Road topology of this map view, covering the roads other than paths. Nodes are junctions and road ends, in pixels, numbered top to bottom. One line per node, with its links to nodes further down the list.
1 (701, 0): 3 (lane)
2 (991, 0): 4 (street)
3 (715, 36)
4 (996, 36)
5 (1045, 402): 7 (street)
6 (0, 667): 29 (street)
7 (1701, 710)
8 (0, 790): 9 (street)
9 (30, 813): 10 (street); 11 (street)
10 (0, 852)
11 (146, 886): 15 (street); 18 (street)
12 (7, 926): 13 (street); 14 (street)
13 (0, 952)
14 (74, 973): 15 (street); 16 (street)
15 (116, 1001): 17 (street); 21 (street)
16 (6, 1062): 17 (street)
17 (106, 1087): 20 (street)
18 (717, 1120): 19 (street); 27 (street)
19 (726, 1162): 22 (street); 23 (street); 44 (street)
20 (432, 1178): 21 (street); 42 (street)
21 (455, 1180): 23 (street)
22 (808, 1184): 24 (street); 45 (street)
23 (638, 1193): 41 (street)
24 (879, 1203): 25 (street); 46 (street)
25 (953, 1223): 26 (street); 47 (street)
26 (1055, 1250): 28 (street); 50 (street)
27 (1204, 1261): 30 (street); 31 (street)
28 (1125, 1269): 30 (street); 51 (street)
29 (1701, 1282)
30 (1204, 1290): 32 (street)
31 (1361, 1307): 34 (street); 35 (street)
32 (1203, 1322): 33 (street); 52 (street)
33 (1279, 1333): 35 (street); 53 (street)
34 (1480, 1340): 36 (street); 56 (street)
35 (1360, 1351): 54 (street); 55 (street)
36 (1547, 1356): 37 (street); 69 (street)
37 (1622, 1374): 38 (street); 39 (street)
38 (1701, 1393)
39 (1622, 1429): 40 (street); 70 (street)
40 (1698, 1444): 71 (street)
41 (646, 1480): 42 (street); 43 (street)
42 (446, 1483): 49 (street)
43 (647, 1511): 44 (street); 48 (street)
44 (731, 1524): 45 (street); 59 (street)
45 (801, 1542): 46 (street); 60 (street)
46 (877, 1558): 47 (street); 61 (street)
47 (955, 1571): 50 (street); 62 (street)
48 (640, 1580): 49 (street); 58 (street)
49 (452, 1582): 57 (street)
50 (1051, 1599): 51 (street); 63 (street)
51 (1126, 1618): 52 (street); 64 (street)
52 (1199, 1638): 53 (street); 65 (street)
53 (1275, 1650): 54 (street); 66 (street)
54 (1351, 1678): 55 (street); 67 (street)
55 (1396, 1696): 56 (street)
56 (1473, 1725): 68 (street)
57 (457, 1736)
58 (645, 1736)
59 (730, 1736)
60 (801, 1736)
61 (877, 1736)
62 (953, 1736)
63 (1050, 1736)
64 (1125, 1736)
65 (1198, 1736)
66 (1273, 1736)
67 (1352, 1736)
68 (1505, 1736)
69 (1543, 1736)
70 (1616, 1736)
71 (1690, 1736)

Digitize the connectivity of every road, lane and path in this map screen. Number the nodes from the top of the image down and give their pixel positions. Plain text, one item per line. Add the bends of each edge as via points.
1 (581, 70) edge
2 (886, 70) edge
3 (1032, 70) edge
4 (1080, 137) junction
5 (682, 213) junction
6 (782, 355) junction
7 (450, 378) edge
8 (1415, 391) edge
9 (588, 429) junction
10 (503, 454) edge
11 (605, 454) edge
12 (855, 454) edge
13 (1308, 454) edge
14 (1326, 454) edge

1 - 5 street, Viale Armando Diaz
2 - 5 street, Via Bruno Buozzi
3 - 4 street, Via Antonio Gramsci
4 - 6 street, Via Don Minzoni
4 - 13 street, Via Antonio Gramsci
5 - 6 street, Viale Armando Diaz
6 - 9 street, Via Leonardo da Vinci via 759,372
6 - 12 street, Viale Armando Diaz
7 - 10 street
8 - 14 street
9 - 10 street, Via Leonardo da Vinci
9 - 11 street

TASK TO CARRY OUT:
Every line of the entries above that holds "this" should be copied out.

ANSWER BELOW:
Road topology of this map view, covering the roads other than paths. Nodes are junctions and road ends, in pixels, numbered top to bottom. One line per node, with its links to nodes further down the list.
Digitize the connectivity of every road, lane and path in this map screen. Number the nodes from the top of the image down and give their pixel positions. Plain text, one item per line. Add the bends of each edge as via points.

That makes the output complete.